Given information
=====

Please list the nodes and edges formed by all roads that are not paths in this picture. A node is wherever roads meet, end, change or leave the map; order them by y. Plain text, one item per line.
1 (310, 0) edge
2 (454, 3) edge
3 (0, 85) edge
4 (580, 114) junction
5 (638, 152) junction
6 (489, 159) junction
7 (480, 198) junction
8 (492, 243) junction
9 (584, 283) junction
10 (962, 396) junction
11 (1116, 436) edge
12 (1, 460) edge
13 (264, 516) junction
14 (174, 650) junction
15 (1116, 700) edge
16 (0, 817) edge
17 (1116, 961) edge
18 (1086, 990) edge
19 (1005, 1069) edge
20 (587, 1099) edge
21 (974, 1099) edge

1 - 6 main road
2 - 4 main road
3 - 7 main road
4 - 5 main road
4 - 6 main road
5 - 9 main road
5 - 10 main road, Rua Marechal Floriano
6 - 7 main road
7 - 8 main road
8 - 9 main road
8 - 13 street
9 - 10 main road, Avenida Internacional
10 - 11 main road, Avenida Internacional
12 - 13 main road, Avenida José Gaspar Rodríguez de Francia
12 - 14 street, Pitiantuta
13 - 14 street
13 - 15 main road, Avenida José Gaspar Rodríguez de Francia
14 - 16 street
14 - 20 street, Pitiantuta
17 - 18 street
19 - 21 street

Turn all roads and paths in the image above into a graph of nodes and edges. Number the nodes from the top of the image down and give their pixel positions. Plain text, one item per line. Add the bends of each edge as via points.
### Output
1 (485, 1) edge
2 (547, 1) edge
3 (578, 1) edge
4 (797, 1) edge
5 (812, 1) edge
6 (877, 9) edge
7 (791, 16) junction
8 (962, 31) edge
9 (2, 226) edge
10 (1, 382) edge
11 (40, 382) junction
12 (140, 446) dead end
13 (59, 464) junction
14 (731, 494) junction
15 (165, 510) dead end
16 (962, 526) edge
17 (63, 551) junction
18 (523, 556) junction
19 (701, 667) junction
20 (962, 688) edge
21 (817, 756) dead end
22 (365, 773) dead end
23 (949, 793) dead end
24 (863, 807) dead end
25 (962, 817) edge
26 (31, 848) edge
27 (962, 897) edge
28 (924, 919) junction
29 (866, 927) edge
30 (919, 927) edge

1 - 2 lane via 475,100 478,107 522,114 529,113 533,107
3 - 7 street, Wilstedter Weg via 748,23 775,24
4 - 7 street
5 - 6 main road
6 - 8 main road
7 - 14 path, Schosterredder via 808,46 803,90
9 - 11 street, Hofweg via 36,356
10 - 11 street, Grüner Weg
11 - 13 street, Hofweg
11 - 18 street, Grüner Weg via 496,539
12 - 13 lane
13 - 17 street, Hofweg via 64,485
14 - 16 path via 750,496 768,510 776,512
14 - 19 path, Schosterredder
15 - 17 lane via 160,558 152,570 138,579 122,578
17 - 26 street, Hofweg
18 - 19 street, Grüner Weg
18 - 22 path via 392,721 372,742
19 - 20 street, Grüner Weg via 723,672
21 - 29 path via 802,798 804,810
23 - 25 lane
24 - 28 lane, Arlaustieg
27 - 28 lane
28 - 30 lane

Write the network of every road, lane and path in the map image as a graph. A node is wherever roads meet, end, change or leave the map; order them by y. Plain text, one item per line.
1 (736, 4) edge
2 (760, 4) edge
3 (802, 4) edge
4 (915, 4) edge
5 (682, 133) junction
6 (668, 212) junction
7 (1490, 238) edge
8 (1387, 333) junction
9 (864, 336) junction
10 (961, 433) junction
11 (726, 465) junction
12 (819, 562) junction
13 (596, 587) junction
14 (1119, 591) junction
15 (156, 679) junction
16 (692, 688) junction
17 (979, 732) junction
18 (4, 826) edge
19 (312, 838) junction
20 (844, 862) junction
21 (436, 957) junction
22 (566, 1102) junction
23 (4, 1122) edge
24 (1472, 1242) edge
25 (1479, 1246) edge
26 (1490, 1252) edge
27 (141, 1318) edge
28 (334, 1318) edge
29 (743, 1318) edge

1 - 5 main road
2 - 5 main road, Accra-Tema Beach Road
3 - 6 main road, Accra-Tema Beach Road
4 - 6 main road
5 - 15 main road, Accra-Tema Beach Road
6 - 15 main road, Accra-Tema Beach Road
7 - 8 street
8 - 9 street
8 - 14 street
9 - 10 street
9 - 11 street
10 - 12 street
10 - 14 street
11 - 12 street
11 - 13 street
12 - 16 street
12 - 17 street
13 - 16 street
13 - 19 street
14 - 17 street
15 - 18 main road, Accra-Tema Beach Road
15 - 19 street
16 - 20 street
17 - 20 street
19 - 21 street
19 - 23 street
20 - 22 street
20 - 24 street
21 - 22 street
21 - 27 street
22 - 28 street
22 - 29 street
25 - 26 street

=====

What needs to be done
In the entries above, find each line with the word "Grüner" and show it.

Exercise output
10 - 11 street, Grüner Weg
11 - 18 street, Grüner Weg via 496,539
18 - 19 street, Grüner Weg
19 - 20 street, Grüner Weg via 723,672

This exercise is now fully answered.